[Recorded data]
%%

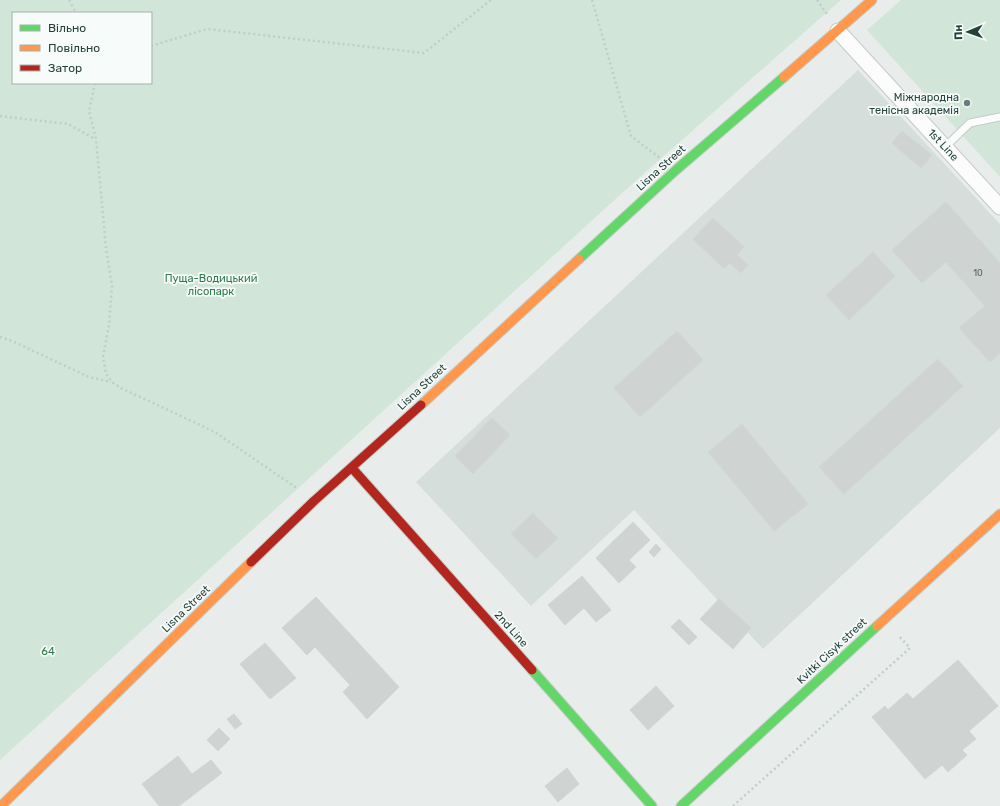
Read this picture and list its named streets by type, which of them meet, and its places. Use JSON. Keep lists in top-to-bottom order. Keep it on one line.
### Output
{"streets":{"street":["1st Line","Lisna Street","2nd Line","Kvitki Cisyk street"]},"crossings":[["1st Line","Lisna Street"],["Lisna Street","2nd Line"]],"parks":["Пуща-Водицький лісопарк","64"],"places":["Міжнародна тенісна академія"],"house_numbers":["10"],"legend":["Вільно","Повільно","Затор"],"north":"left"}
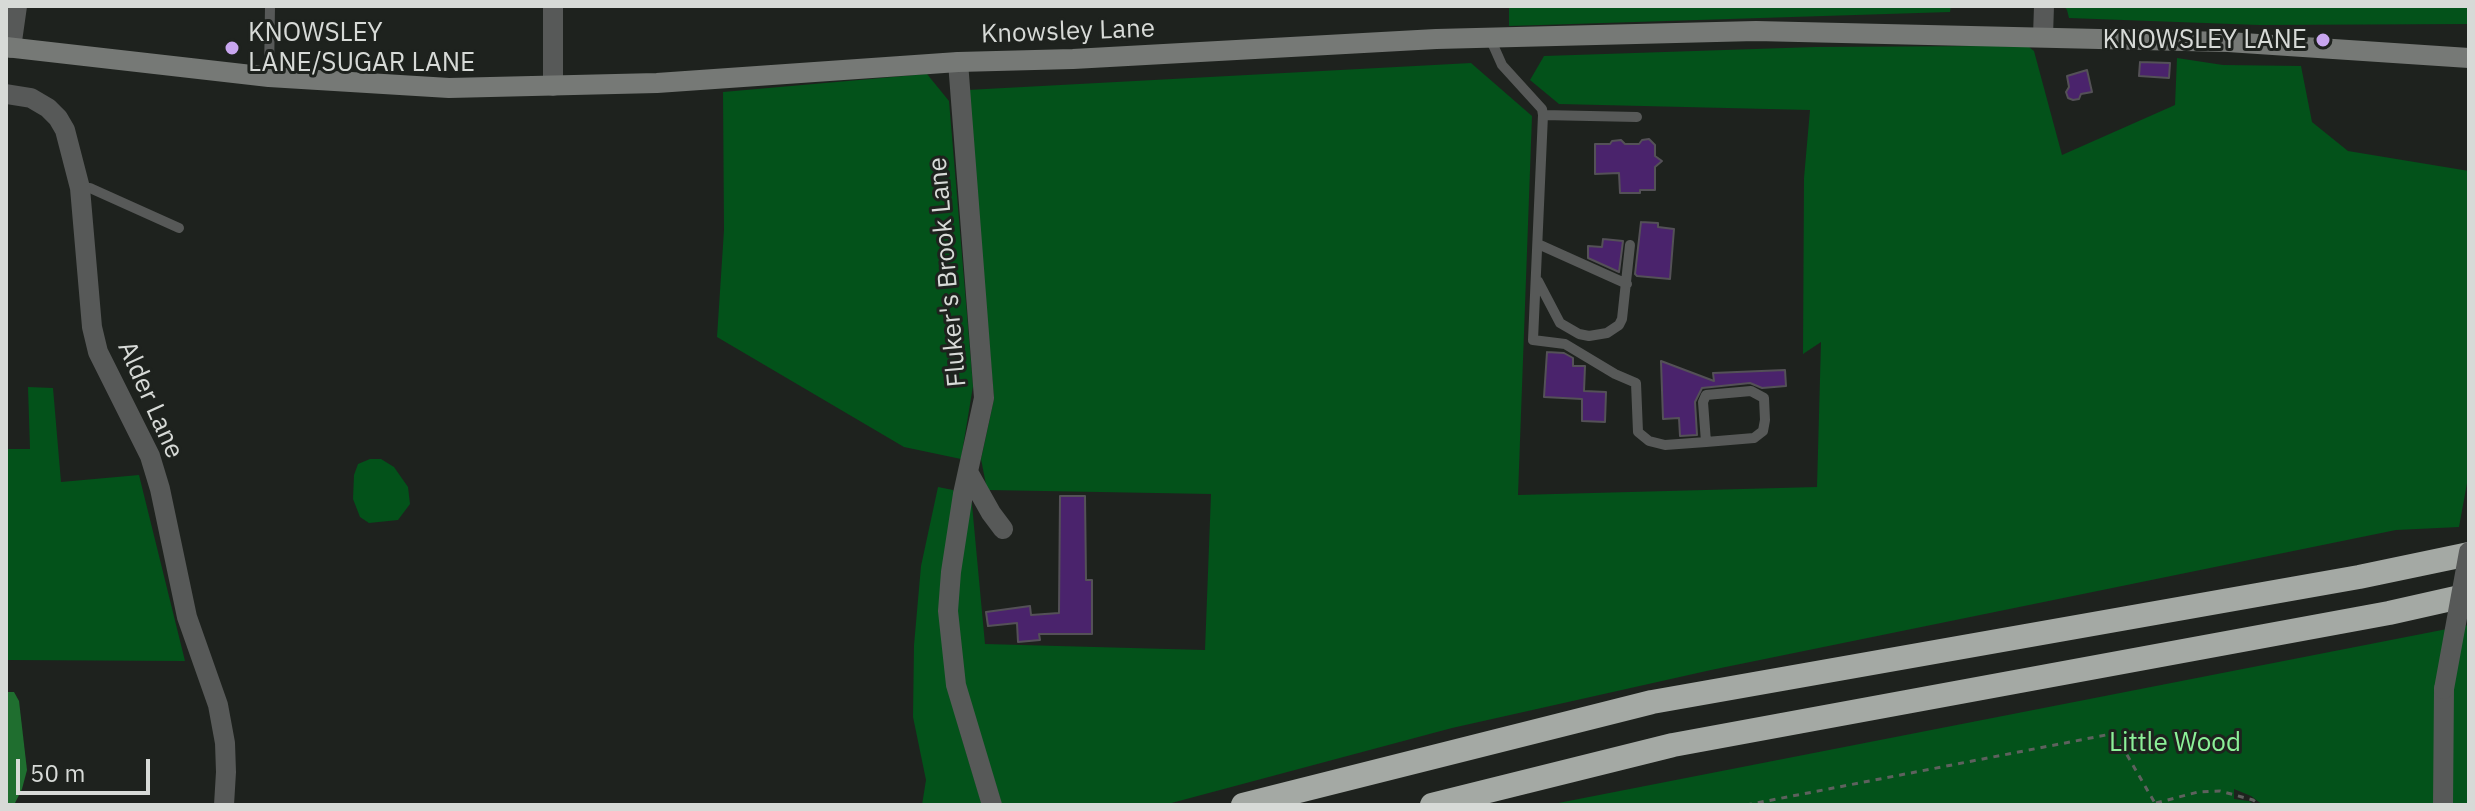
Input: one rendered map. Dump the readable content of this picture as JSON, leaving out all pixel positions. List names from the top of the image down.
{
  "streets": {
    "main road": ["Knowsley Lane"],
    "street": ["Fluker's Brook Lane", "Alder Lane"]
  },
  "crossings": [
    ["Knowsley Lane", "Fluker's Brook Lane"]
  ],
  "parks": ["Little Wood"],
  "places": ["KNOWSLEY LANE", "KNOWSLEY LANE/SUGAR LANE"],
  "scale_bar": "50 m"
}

%%

- YOUR OBJECTIVE: An exact repeat of the lines from the one containing "Input: one rendered" through the final line of the entries is the whole answer.

- RESPONSE TO THE TASK:
Input: one rendered map. Dump the readable content of this picture as JSON, leaving out all pixel positions. List names from the top of the image down.
{
  "streets": {
    "main road": ["Knowsley Lane"],
    "street": ["Fluker's Brook Lane", "Alder Lane"]
  },
  "crossings": [
    ["Knowsley Lane", "Fluker's Brook Lane"]
  ],
  "parks": ["Little Wood"],
  "places": ["KNOWSLEY LANE", "KNOWSLEY LANE/SUGAR LANE"],
  "scale_bar": "50 m"
}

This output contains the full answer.